UndefVarError: fit! not defined
Stacktrace:
 [1] top-level scope at In[29]:35

FWIW, I get a different error (possibly using different data) than you. It seems to suggest that the types at the end of the pipeline before learner don’t match what fit! expects:

using CombineML.Util
using CombineML.Transformers
import RDatasets
iris = RDatasets.dataset("datasets", "iris")
X = convert(Array, iris[[:SepalLength, :SepalWidth, :PetalLength, :PetalWidth]])
y = convert(Array, iris[:Species]);
learner = StackEnsemble(Dict(
  :learners => [
    PrunedTree(), 
    RandomForest(),
    DecisionStumpAdaboost()
  ], 
  :stacker => RandomForest()
));

# Create pipeline
pipeline1 = Pipeline(Dict(
  :transformers => [
    OneHotEncoder(), # Encodes nominal features into numeric
    Imputer(), # Imputes NA values
    StandardScaler(), # Standardizes features 
    PCA(),
    learner # Predicts labels on features
  ]
));
fit!(pipeline1, X, y)

the error being

ERROR: MethodError: no method matching fit!(::StackEnsemble, ::LinearAlgebra.Adjoint{Float64,Array{Float64,2}}, ::Array{String,1})
Closest candidates are:
  fit!(::StackEnsemble, ::Array{T,2} where T, ::Array{T,1} where T) at /Users/tlienart/.julia/packages/CombineML/p9oKU/src/combineml/ensemble.jl:84
  fit!(::Transformer, ::Array{T,2} where T, ::Array{T,1} where T) at /Users/tlienart/.julia/packages/CombineML/p9oKU/src/types.jl:27
  fit!(::Baseline, ::Array{T,2} where T, ::Array{T,1} where T) at /Users/tlienart/.julia/packages/CombineML/p9oKU/src/combineml/baseline.jl:34

showing that the issue is that whatever comes out of your pipeline, once it gets to the learner, the dimensions and or types are not ok.

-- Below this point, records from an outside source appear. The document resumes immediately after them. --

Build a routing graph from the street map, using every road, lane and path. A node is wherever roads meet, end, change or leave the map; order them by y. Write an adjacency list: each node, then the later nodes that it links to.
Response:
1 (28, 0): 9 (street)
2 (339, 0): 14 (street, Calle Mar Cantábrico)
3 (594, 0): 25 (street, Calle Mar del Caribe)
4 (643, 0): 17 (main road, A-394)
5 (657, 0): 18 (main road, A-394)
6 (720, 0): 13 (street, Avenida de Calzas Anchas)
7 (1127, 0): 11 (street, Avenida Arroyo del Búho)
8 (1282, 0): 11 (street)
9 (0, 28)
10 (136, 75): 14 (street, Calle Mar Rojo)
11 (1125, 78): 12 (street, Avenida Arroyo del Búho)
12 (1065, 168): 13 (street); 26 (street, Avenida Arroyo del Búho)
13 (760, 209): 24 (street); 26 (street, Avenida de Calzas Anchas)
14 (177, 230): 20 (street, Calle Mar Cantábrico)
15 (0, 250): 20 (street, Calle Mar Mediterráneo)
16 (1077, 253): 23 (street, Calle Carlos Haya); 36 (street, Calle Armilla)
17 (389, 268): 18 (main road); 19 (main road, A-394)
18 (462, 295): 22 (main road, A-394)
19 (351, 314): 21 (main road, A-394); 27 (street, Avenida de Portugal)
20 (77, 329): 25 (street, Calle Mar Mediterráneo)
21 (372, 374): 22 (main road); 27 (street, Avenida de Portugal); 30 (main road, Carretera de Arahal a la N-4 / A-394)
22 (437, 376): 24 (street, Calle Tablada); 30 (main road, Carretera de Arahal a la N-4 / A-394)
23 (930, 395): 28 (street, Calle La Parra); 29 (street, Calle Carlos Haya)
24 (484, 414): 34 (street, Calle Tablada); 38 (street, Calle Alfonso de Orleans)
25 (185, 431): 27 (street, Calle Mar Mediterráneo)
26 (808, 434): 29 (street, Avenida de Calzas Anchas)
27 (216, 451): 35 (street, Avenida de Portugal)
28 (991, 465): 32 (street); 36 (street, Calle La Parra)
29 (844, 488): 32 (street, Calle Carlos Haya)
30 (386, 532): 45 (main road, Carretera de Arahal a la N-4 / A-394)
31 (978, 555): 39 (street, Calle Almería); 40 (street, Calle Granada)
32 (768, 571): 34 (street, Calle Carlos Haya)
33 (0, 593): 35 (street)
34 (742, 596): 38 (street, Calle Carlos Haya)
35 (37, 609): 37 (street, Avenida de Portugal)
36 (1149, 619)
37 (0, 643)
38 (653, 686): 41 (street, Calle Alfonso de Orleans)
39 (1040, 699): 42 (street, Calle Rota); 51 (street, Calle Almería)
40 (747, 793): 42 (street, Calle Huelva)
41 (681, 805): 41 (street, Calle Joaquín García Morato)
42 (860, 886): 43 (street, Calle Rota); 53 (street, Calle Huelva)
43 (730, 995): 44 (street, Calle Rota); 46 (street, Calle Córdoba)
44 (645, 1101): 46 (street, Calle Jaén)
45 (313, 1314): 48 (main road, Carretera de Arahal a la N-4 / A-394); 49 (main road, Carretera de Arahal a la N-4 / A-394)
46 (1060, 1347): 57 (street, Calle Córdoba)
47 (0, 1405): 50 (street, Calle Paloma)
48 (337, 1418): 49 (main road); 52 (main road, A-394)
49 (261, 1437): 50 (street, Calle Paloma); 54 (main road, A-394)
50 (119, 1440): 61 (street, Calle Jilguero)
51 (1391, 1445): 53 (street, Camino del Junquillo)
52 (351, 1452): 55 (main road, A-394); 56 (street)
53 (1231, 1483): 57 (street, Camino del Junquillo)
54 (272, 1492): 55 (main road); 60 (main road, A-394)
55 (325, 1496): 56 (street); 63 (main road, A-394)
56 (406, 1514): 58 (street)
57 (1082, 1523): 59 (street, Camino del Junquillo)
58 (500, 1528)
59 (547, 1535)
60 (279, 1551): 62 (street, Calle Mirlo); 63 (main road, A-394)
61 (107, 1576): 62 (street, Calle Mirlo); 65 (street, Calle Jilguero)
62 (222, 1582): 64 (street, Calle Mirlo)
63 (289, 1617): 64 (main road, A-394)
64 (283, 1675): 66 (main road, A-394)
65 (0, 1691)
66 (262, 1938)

In fact just applying your learner directly on the data works

julia> fit!(learner, X, y)
Dict{Symbol,Any} with 4 entries:
  :learners               => Learner[PrunedTree(Decision Tree…
  :keep_original_features => false
  :stacker                => RandomForest(Ensemble of Decision Trees…
  :label_map              => LabelMap (with 3 labels):…

So maybe a couple of pointers to try:

  • apply the same using as in the example so not loading CombineML by itself
  • make sure that the pipeline doesn’t alter types and dimensions differently than what you’d expect

@tlienart: Thanks for your quick response.

I have been able to pin-point the issue here. By commenting out the PCA() bit from the pipeline and prefixing fit with Transformers, the code works fine. I will separately investigate why PCA is not working. The fit error probably occured because I have also initialised StatsBase as one of package for dataprocessing and this led to a confusion about which fit method to use by the code.

However, the score() does not work now which I am not much worried. Do I need to prefix it as well?

# Create pipeline
pipeline1 = Pipeline(Dict(
  :transformers => [
    OneHotEncoder(), # Encodes nominal features into numeric
    Imputer(), # Imputes NA values
    StandardScaler(), # Standardizes features 
#     PCA(),
    learner  # Predicts labels on features
  ]
));

# Train
Transformers.fit!(pipeline1, X_train0, y_train0)

# Predict
predictions = transform!(pipeline1, X)
# Assess predictions
result = score(:accuracy, y, predictions)
Output:
UndefVarError: score not defined

Stacktrace:
 [1] top-level scope at In[30]:3

nice

I think CombineML is not being actively maintained anymore unfortunately (I just tried to go through the example ipynb and a number of things needed fixing maybe you could also mention your trouble with PCA?

For the score bit, did you do using CombineML.Util ? I seem to have the score function ok:

# fresh julia
julia> using CombineML.Util
help?> score
search: score isconcretetype searchsorted searchsortedlast searchsortedfirst StackOverflowError

  No documentation found.

  CombineML.Util.score is a Function.

  # 1 method for generic function "score":
  [1] score(metric::Symbol, actual, predicted) in CombineML.Util at /Users/tlienart/.julia/dev/CombineML/src/util.jl:53

otherwise you can maybe consider using MLMetrics

Yes it is the very first line of my code. I used confusion_matrix from DecisionTree to get the accuracy score.